From the northern tip of Canada to Patagonia in South America, native cultures have used sacred plants for knowledge and teaching in their religious rituals, rites of passage and healing practices. According to archeologists, for more than 6,000 years native shamans throughout the Amazon Rainforest have been using a sacramental tea, Ayahuasca, for visioning and helping people. 

By brewing a vine of one plant (“Bannisteropsis cape”) with leaves of a bush (“Phychotria viridis”), a tea with entheogenic properties is made. The word entheogen is a modern term derived from two Ancient Greek words, “entheos” and “genesthai.” Entheos means “in God.” Genesthai means “to cause to be.” So an entheogen is that which causes (a person) to be in God. 

In Brazil, in the 1930s, a rubber tapper was invited by an indigenous tribe to drink Ayahuasca. Visions of Pacha Mama/Queen of the Rainforest/Mother Nature/the Virgin Mother came to him and showed him his mission in exquisite detail. This was the beginning of a doctrine, a Brazilian religion, that synthesized elements of several religious and spiritual traditions including the Yoruba religion, Christianity, Spiritism and a reverence for nature (sun, moon, stars.) The rubber tapper, Mestre Irineu, called the Ayahuasca “Santo Daime.” Santo in Portuguese means “holy” and Daime means “give me” as in “give me love, give me strength, give me light.” 

In 1987, after several years year of study involving scientists, doctors, psychologists, anthropologists, and various government agencies, CONFEN, the Brazilian Federal Drug Council, concluded that Santo Daime has a very positive influence in the community, encouraging social harmony and personal integration. 
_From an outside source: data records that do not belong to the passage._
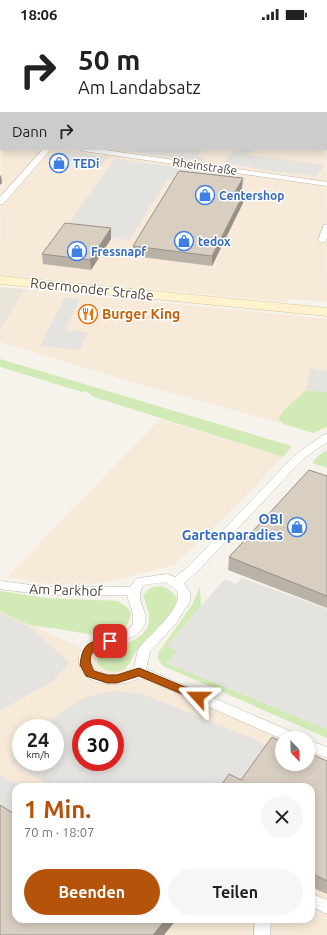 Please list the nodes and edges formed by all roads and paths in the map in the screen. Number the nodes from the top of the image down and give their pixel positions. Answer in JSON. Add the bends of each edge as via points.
{"nodes":[{"id":1,"x":46,"y":150,"type":"edge"},
{"id":2,"x":90,"y":150,"type":"edge"},
{"id":3,"x":327,"y":184,"type":"edge"},
{"id":4,"x":0,"y":202,"type":"edge"},
{"id":5,"x":327,"y":227,"type":"edge"},
{"id":6,"x":322,"y":240,"type":"dead end"},
{"id":7,"x":0,"y":280,"type":"edge"},
{"id":8,"x":327,"y":312,"type":"edge"},
{"id":9,"x":327,"y":437,"type":"edge"},
{"id":10,"x":177,"y":582,"type":"junction"},
{"id":11,"x":0,"y":585,"type":"edge"},
{"id":12,"x":133,"y":591,"type":"junction"},
{"id":13,"x":139,"y":672,"type":"junction"},
{"id":14,"x":276,"y":731,"type":"edge"},
{"id":15,"x":315,"y":748,"type":"edge"},
{"id":16,"x":327,"y":753,"type":"edge"},
{"id":17,"x":315,"y":901,"type":"edge"},
{"id":18,"x":327,"y":907,"type":"edge"},
{"id":19,"x":263,"y":923,"type":"edge"},
{"id":20,"x":262,"y":935,"type":"edge"}],
"edges":[{"from":1,"to":4,"type":"street"},
{"from":2,"to":3,"type":"street","name":"Rheinstraße"},
{"from":5,"to":6,"type":"street"},
{"from":7,"to":8,"type":"main road","name":"Roermonder Straße"},
{"from":9,"to":10,"type":"street","via":[[299,457],[192,570]]},
{"from":10,"to":12,"type":"street","via":[[167,578],[153,579],[140,582]]},
{"from":10,"to":13,"type":"street","via":[[185,593],[184,606],[151,642],[143,654]]},
{"from":11,"to":12,"type":"street","name":"Am Parkhof","via":[[46,591]]},
{"from":12,"to":13,"type":"street","via":[[132,600],[139,610],[140,617],[136,629],[128,635],[92,646],[87,651],[85,659],[87,670],[97,677],[117,679]]},
{"from":13,"to":14,"type":"street"},
{"from":15,"to":16,"type":"street"},
{"from":17,"to":18,"type":"street"},
{"from":19,"to":20,"type":"street"}]} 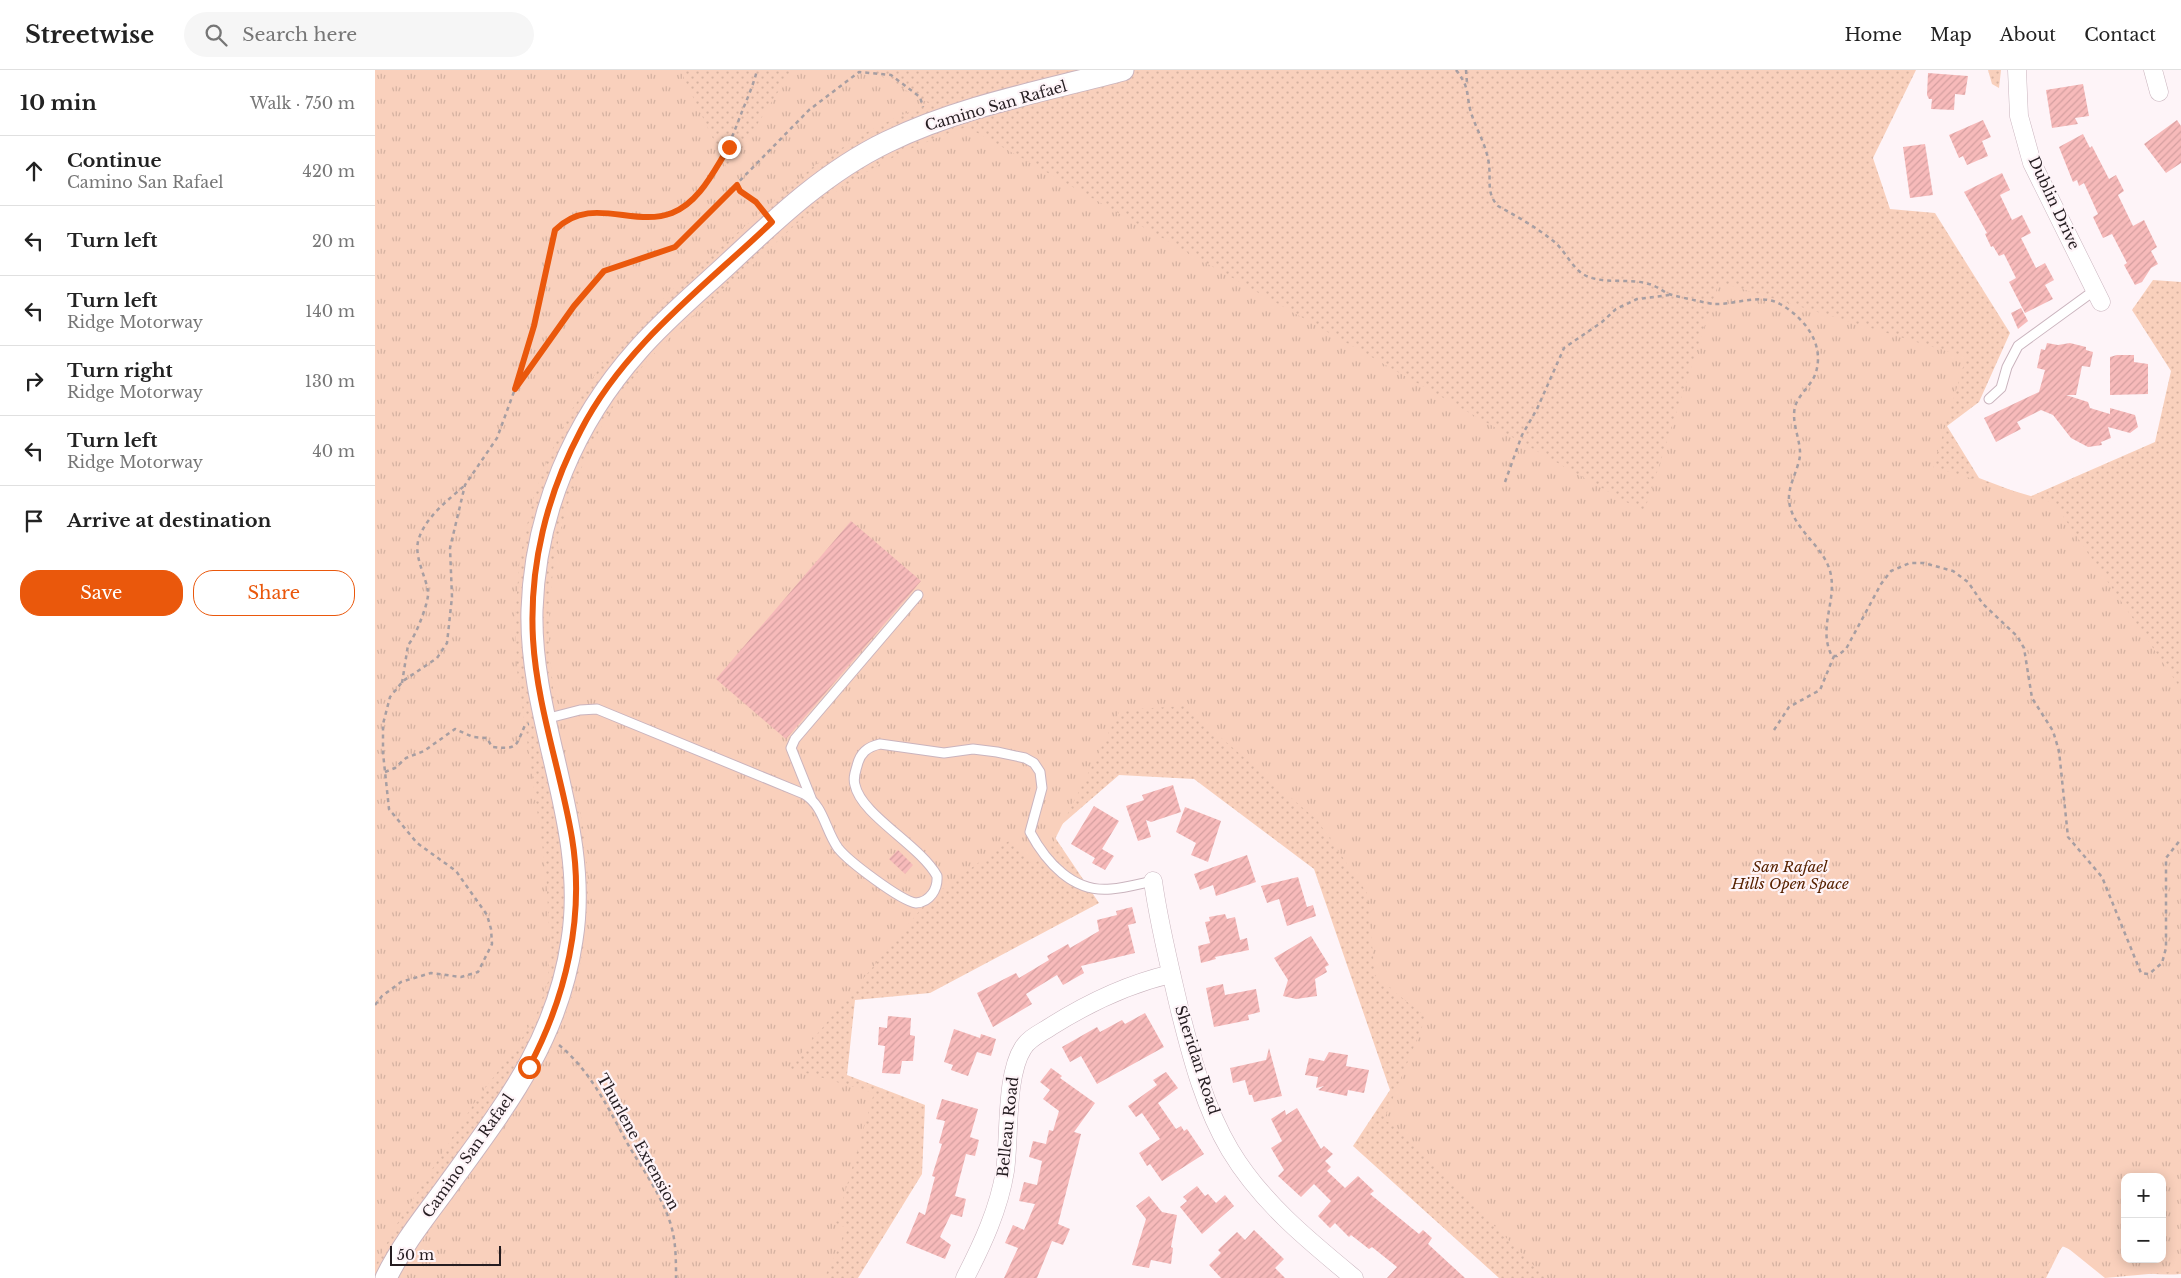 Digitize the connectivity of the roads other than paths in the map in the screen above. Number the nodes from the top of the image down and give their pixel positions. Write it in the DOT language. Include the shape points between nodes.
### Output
graph roads {
  1 [pos="1123,70"];
  2 [pos="2017,70"];
  3 [pos="2153,70"];
  4 [pos="2159,92"];
  5 [pos="2098,296"];
  6 [pos="1989,400"];
  7 [pos="918,594"];
  8 [pos="545,719"];
  9 [pos="811,798"];
  10 [pos="1153,881"];
  11 [pos="1171,974"];
  12 [pos="386,1278"];
  13 [pos="965,1278"];
  14 [pos="1354,1278"];
  1 -- 8 [label="street, Camino San Rafael" via="930,123 889,141 833,173 772,222 641,347 581,428 553,494 535,572 533,639"];
  2 -- 5 [label="street, Dublin Drive" via="2019,116 2032,163"];
  3 -- 4 [label="street"];
  5 -- 6 [label="lane" via="2018,346 2001,388"];
  7 -- 9 [label="lane" via="795,739 791,748"];
  8 -- 9 [label="lane" via="597,709"];
  8 -- 12 [label="street, Camino San Rafael" via="573,841 576,886 572,941 557,1003 544,1038 512,1096 403,1249"];
  9 -- 10 [label="lane" via="838,849 893,891 912,903 920,903 935,891 937,876 925,859 861,798 854,779 862,754 870,746 880,744 944,753 973,749 1025,758 1041,772 1042,788 1030,832 1040,850 1060,873 1074,882 1109,890"];
  10 -- 11 [label="street, Sheridan Road"];
  11 -- 13 [label="street, Belleau Road" via="1119,989 1064,1018 1023,1047 1013,1076 1005,1173 989,1229"];
  11 -- 14 [label="street, Sheridan Road" via="1189,1047 1208,1104 1231,1151 1260,1190 1301,1234"];
}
To this day, deep in the rainforest, where neon butterflies and wild jaguars reign supreme, where 800 species of animals live that exist nowhere else on earth, a community of “daminstas” live in Ceu do Mapia, founded by Padrinho Sebastião, who received the doctrine from Mestre Irineu. When Sebastião, who had been suffering from a deadly illness, first drank Daime, he had a vision of angelic beings cleansing his body, from which they extracted three huge bugs destined to kill him. The next day he was well. Unlike most villages in the Amazon, where the child mortality rate is over 50%, in Ceu do Mapia, there is essentially none. 

For the last 25 years, this religion has been expanding from the rainforest to the big cities of Brazil, such as Rio de Janeiro and São Paulo. In the last 16 years it has spread throughout the world. Today, Santo Daime is known around the world in more than thirty-five countries. 

Several countries have assigned the sacrament of the Holy Daime as an illegal drug. When Daime was confiscated, declared as drug trafficking, and arrests were made, the charges in every case were evidence of the lack of scientific knowledge. In each country, scientific research led to charges being dismissed. There is scientific and anecdotal proof that the Daime removes addiction to cocaine, heroin and alcohol. In fact, Santo Daime is an anti-drug substance. Rather than satisfy the need to escape from oneself and reality, it facilities a profound intimate meeting with oneself, which is transformative. 

With the Santo Daime, people experience life-transforming visions and spiritual revelations from above…a tradition of all religions thought our history as experienced by Moses, Saint Francis, Krishna, and Muhammad. In the visionary state, one actually can experience the Divine as palpable.

The Santo Daime intensifies one’s perceptions, which leads to an expansion of consciousness, causing one to have a deeper understanding of the self, one’s relationship to others and the world. People receive life changing guidance about one’s purpose in life and report extraordinary physical, mental and emotional healings. Scientific studies in Brazil have shown that the religious use of the sacrament has a positive effect on individuals, their families and communities.